▶ _YOUR ASSIGNMENT_: Print word for word the records from the line containing "M141,75L159,7" through the end.

EXCERPTED RECORDS below:

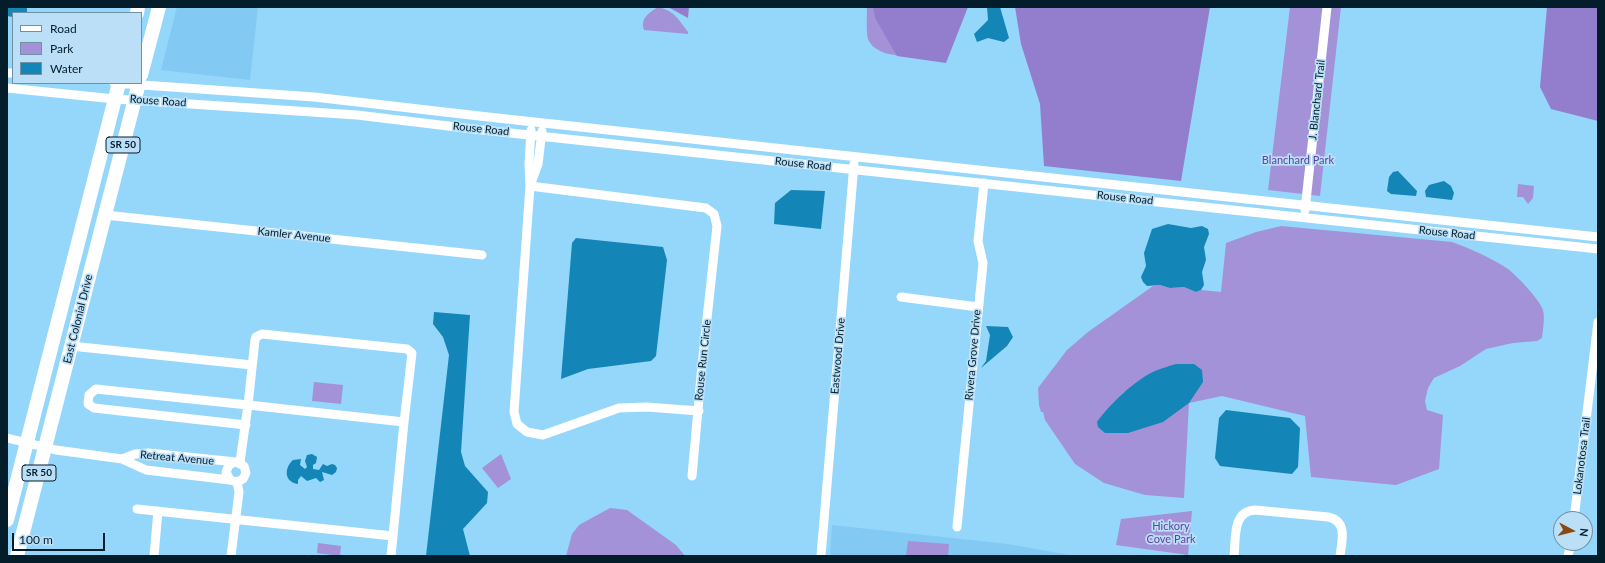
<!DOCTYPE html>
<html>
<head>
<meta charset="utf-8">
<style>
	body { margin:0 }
	#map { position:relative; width:1605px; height:563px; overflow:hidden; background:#95d6fb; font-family:Lato,sans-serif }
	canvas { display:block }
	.frame { position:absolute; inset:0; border:8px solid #031d2b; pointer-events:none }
	.legend { position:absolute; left:12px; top:12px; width:130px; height:72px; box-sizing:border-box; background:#badff6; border:1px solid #7191a5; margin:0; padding:5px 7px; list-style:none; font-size:12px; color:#031d2b }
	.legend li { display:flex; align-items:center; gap:8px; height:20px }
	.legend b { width:20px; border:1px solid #7191a5 }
	.north { position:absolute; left:1553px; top:511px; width:40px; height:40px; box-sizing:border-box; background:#badff6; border:1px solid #7191a5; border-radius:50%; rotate:97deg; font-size:11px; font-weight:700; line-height:16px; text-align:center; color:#031d2b }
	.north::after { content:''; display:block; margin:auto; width:14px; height:18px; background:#894812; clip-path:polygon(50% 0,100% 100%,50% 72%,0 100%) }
	.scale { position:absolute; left:12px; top:533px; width:93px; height:18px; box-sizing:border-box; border:2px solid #031d2b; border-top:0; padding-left:5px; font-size:12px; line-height:14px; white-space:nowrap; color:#031d2b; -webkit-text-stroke:3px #badff6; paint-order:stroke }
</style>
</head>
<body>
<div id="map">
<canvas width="1605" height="563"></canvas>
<div class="frame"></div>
<ul class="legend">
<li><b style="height:5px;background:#fff"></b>Road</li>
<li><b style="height:11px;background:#a392d8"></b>Park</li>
<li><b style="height:11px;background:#1385b7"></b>Water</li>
</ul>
<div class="north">N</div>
<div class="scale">100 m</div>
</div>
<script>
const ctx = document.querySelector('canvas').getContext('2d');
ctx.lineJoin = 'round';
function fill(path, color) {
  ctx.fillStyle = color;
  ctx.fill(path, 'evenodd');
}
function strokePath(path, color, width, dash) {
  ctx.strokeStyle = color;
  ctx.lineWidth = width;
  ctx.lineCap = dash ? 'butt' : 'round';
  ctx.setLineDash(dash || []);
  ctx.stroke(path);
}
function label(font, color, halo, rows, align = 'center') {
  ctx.font = font + ' Lato,sans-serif';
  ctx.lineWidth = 3.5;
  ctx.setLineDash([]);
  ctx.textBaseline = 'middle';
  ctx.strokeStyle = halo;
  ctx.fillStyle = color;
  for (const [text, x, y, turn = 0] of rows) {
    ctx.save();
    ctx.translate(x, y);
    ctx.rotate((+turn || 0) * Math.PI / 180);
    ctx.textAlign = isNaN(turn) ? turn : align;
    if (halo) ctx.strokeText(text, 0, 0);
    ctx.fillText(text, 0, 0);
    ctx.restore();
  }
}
fill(new Path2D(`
	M177,7H258L250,80L161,70Z
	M832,525L1008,544L1075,556H830Z`), '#82caf4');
fill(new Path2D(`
	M658,7C675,11 678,19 688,32V34L644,30C640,18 649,13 658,7Z
	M867,7H950L909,56C896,56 874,54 868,39C866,31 867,15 867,7Z
	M1290,7H1341L1320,196L1268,190Z
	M1518,184L1534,186L1533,198L1528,204L1523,197H1517Z
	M1281,226L1452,242C1469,248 1489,257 1505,267C1514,272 1540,300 1543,310C1545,319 1543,329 1542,338L1537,341L1513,343L1486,349L1460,366L1434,378L1428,388L1425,401L1427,410L1443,415L1439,469L1396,485L1311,477L1305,416L1222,396L1189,403L1184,498L1145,495L1104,483L1075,464L1045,420L1043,412H1041L1039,405L1038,388L1067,350L1088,332L1153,286L1160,285L1170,288L1184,287L1196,292L1201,290L1221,292L1226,243L1256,232Z
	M314,382L343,385L341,404L312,401Z
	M501,454L511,479L498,488L482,468Z
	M610,508L627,510L676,545L685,556H566L572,534L579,525Z
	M1192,511L1188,555L1116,545L1121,519Z
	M908,541L949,544L948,556H906Z
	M318,543L341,546L340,556L317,553Z`), '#a392d8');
fill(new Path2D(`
	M668,7H689L688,18Z
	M873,7H968L946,63L897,56L875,18Z
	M1015,7H1210L1181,181L1044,166L1040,104L1021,44Z
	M1547,7H1598V121L1551,109L1540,87Z`), '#937ece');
fill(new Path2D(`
	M7,7H27V13H13V17L7,16Z
	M987,7H1000L1009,38L1004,42L988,38L977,42L974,34L988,20Z
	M1398,171L1417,191L1416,196L1391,194L1387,191L1389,177L1393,172Z
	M1444,181L1451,186L1454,193L1452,200L1426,197L1425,191L1429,185Z
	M791,190L825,191L821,229L774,224L775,203Z
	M1168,224L1191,228L1202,226L1208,229L1209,234L1204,247L1206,260L1202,272L1204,285L1201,290L1196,292L1184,287L1170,288L1160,285L1147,286L1143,282L1141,277L1146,266L1144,253L1152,229Z
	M576,238L663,247L667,260L656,356L651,361L588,369L561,379L572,243Z
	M434,312L470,315L461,452L465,466L488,492L487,503L463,529L470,556H426L449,355L443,337L433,324Z
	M986,326L1008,327L1013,337L1007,346L981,368L986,361L990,335Z
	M1176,364H1194L1202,370L1203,382L1189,403L1163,422L1128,433H1105L1098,427L1097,422C1109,405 1136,379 1155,371C1162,368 1169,366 1176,364Z
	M1226,410L1290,418L1300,428L1298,467L1292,474L1220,466L1215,458L1219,418Z
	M307,455L312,454L317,457L316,463L313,465V469L319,470L323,464L327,466L332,464L335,465L337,468L336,472L332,475L322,472L324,480L320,482L316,478L307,481L301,476L298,480V484C284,482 284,468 293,460L301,459L300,465L305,469L307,467L305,461Z`), '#1385b7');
strokePath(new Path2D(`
	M7,73H13
	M114,83L314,97L488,117L1598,237
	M7,88L115,99L357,115L473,129L1598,249
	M531,130L529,163L530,186L514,412L517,424L527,432L543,435L619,408L647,407L699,411
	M531,183L538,164L542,131
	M530,186L706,208L714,214L717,226L702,365L692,476
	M1305,210L1327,7
	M105,215L482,255
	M901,297L978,307
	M71,346L252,365
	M7,438L56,450L115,458L122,459L135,454L149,453L236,462L244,466L246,473L243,479L237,482L230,480L226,472L229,465L233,463
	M122,459L146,470L230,480
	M240,463L241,455L248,405L96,389L89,395L88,404L94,408L246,425
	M137,509L393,536L404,422L248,405L255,340L256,337L262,334L407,349L412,353L404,422
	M1574,519L1598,322
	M957,527L983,263L978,241L984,183
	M154,556L158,511
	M231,556L239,492L237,482
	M391,556L393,536
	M821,556L854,164
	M1234,556C1236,539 1232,511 1255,510L1328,517C1348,521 1342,541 1340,556
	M1568,556L1571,543`), '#fff', 9);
strokePath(new Path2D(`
	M137,13L138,7
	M141,75L159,7
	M7,520L119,83
	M17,556L139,83`), '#fff', 14);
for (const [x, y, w] of [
	[123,145,34],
	[39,473,34]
]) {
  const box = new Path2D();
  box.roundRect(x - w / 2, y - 8, w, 16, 3);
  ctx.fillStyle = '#badff6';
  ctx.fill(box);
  strokePath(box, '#031d2b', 1);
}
label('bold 10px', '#031d2b', null, [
	["SR 50",123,145],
	["SR 50",39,473]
]);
label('11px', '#031d2b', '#badff6', [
	["J. Blanchard Trail",1317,100,-84],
	["Rouse Road",158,101,4],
	["Rouse Road",481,129,6],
	["Rouse Road",803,164,6],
	["Rouse Road",1125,198,6],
	["Rouse Road",1447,233,6],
	["Kamler Avenue",294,235,6],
	["East Colonial Drive",78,319,-76],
	["Rivera Grove Drive",973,355,-85],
	["Eastwood Drive",838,356,-85],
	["Rouse Run Circle",703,360,-84],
	["Lokanotosa Trail",1582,456,-83],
	["Retreat Avenue",177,458,5]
]);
label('11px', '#6041a1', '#badff6', [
	["Blanchard Park",1298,160],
	["Hickory",1171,526],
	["Cove Park",1171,539]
]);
</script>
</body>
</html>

End of EXCERPTED RECORDS.

▶ _SOLUTION TO THIS EXERCISE_:
	M141,75L159,7
	M7,520L119,83
	M17,556L139,83`), '#fff', 14);
for (const [x, y, w] of [
	[123,145,34],
	[39,473,34]
]) {
  const box = new Path2D();
  box.roundRect(x - w / 2, y - 8, w, 16, 3);
  ctx.fillStyle = '#badff6';
  ctx.fill(box);
  strokePath(box, '#031d2b', 1);
}
label('bold 10px', '#031d2b', null, [
	["SR 50",123,145],
	["SR 50",39,473]
]);
label('11px', '#031d2b', '#badff6', [
	["J. Blanchard Trail",1317,100,-84],
	["Rouse Road",158,101,4],
	["Rouse Road",481,129,6],
	["Rouse Road",803,164,6],
	["Rouse Road",1125,198,6],
	["Rouse Road",1447,233,6],
	["Kamler Avenue",294,235,6],
	["East Colonial Drive",78,319,-76],
	["Rivera Grove Drive",973,355,-85],
	["Eastwood Drive",838,356,-85],
	["Rouse Run Circle",703,360,-84],
	["Lokanotosa Trail",1582,456,-83],
	["Retreat Avenue",177,458,5]
]);
label('11px', '#6041a1', '#badff6', [
	["Blanchard Park",1298,160],
	["Hickory",1171,526],
	["Cove Park",1171,539]
]);
</script>
</body>
</html>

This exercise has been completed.